Die angekündigte Demission Obermairs ließ den Abschlussbericht der Deloitte-Ermittler beinahe zur Nebensache werden. Sie haben den ADAC-Autopreis "Gelber Engel" untersucht und über die künstlich nach oben getriebenen Abstimmungszahlen in der Kategorie "Lieblingsauto der Deutschen" hinaus keine weiteren Manipulationen nachweisen können.

Kein echter Befreiungsschlag

Trotzdem sind die anderen Kategorien des "Gelben Engels" keineswegs über jeden Zweifel erhaben. Zum einen kritisieren die Deloitte-Prüfer an etlichen Stellen die fehlende Transparenz und Konsistenz, und betonen zugleich, dass nur ein kleinerer Teil der Daten wirklich zur Prüfung vorlag, und andere wesentliche Teile ungeprüft übernommen wurden. Viel bleibt da nicht mehr übrig. Ein echter Befreiungsschlag, eine Ehrenrettung des "Gelben Engels" ist dieser Abschlussbericht nicht.

Zumal darin sowohl ein nachweislicher Manipulationsversuch als auch eine nachträglich veränderte Rangfolge dokumentiert sind, die offenbar gegen die Regularien vorgenommen wurde. Beides belegen, wie willkürlich der ADAC diese Preise in den vergangenen Jahren vergab.

Der Manipulationsversuch ging laut den Deloitte-Prüfern von eben jenem Mann aus, der schon die Publikumswahl verfälschte und damit für den ersten ADAC-Skandal verantwortlich war: Michael Ramstetter. Ihn habe die Rangfolge der Kategorie "Reiselimousine" gestört, und zwar ganz einfach, weil die Siegermarke BMW schon so viele "vordere Plätze" belege. Das habe er einem Mitarbeiter seiner "Test & Technik"-Redaktion mitgeteilt. Dieser schrieb ihm dann aber per Mail, er bekäme den von Ramstetter favorisierten Mercedes "auch mit noch so viel gutem Willen nicht vor den BMW". Der Grund: Die Tests, auf denen diese Bewertung erfolge, seinen bereits veröffentlicht.

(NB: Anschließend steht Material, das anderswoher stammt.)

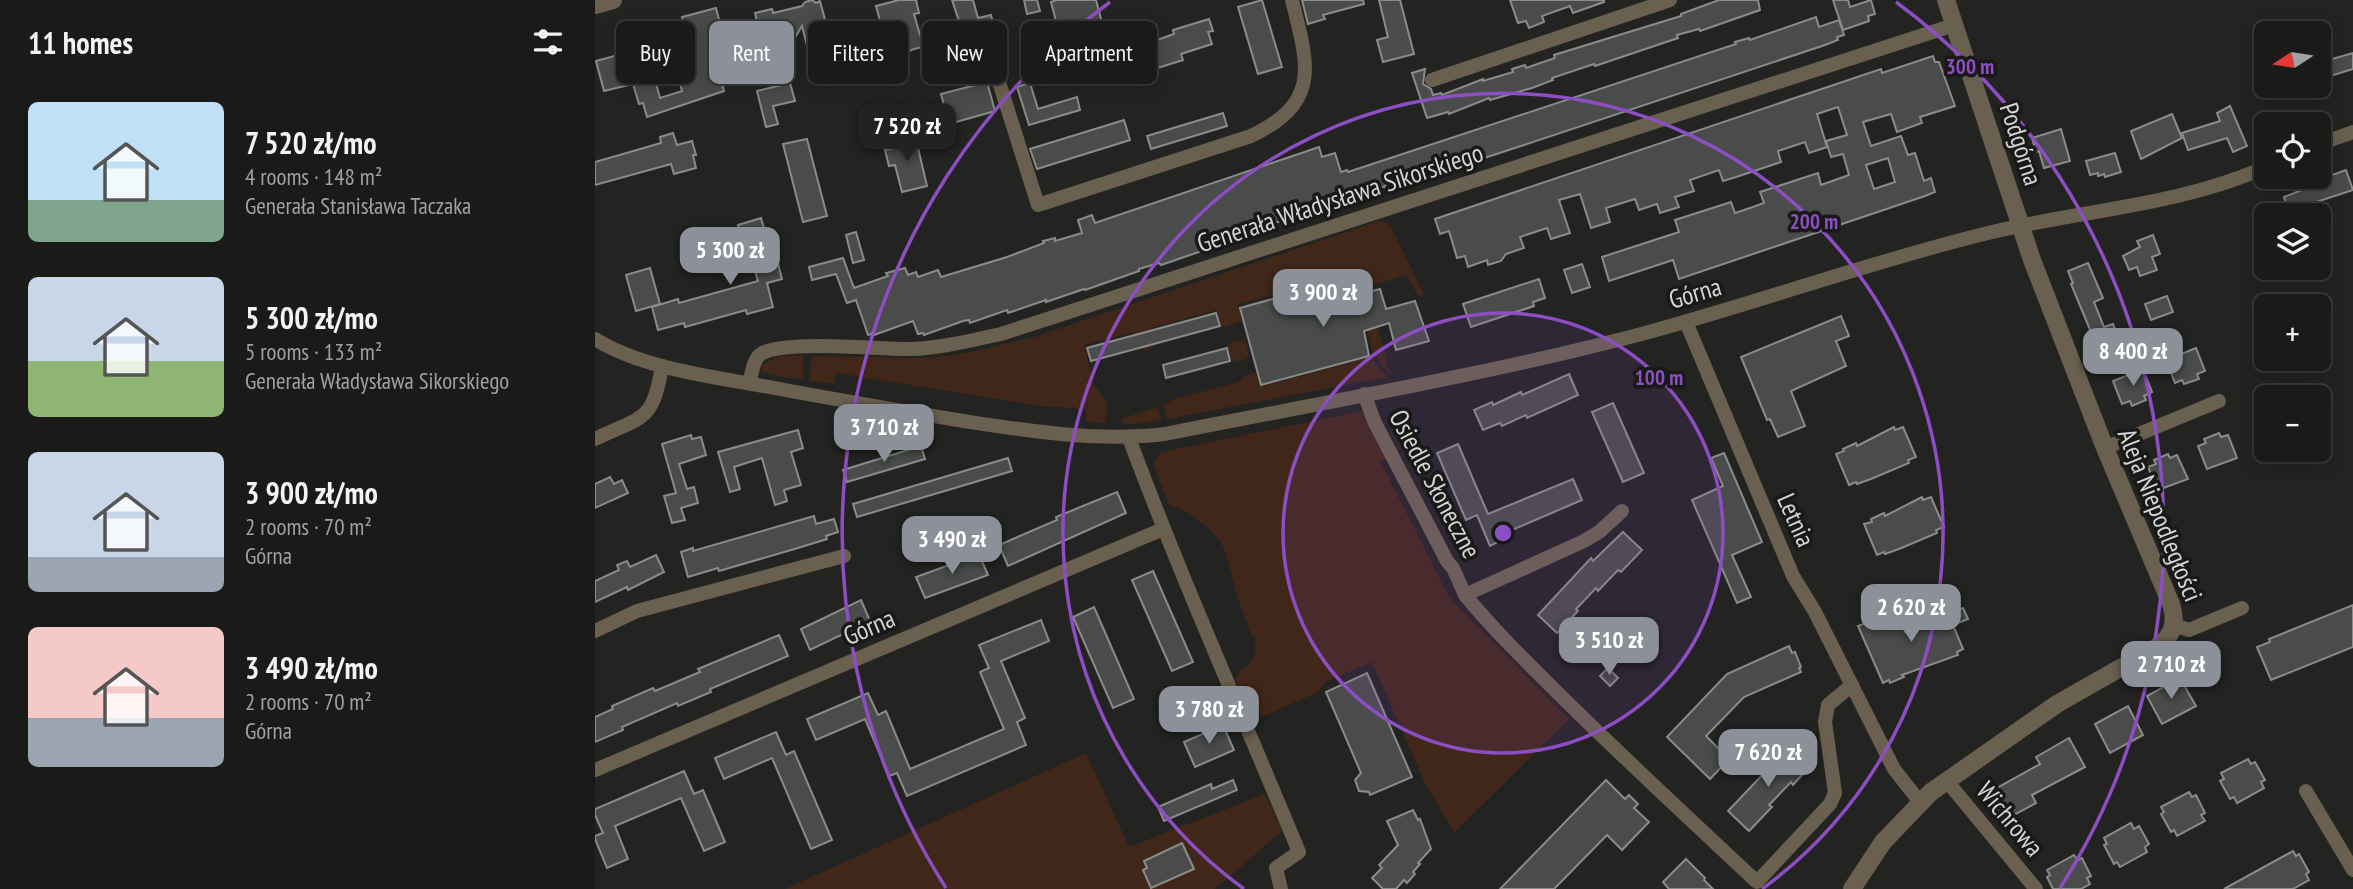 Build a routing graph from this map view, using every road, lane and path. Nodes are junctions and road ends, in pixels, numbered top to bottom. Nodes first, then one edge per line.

Sprich: Das Risiko, dass diese Manipulation auffliegen könnte, sei zu groß.

Widerspruch war nicht vorgesehen

Diese Episode zeigt vor allem eines: Wie unverfroren Ramstetter offenkundig beim "Gelben Engel" mit Plazierungen hantierte - und auf wie wenig echten Widerspruch er dabei traf. Wohlgemerkt: Sein Mitarbeiter hatte sich ja nicht aus Prinzip widersetzt, sondern mit dem Argument, die Daten seien schon veröffentlicht. Widerspruch war unter Ramstetter, das bestätigen ungezählte Mitarbeiter, nicht vorgesehen. Es sei denn, man nahm massive Probleme mit ihm in Kauf.

Wesentlich rätselhafter ist eine veränderte Rangfolge in der Kategorie "Auto der Zukunft". Dort wurden 2011 zwei der drei Erstplatzierten nach hinten verschoben beziehungsweise ganz gestrichen, ein Toyota und ein Honda. Nach vorne rückten, wie so oft unter Ramstetter, zwei deutsche Marken: ein VW und ein BMW. Die Deloitte-Prüfer finden das wenig anstößig, immerhin habe eine Jury diese Entscheidung getroffen, und zwar "aufgrund technischer Kriterien". Beim ausgebooteten Honda beispielsweise, dass dieser sich "unangenehm" fahre.

Keine Zukunft für den "Gelben Engel"

Nur: In der offiziellen ADAC-Publikation zum "Gelben Engel 2011" ist kein Wort davon zu lesen, dass eine Jury das letzte Wort habe. Dort heißt es: "Die Beurteilung der Fahrzeuge in dieser Kategorie basiert ausschließlich auf Daten und Fakten des ADAC Technik Zentrums, die in einem innovativen Berechnungsverfahren zusammengeführt wurden."

Ausschließlich? Offenbar nicht. Innovativ? Womöglich. Im besten Fall entstand diese neue Rangfolge durch eine Änderung der Spielregeln in letzter Minute. Im schlechtesten Fall wurde auch hier getrickst. Letztlich ist es mittlerweile egal. Denn der "Gelber Engel" wird wohl nicht mehr verliehen.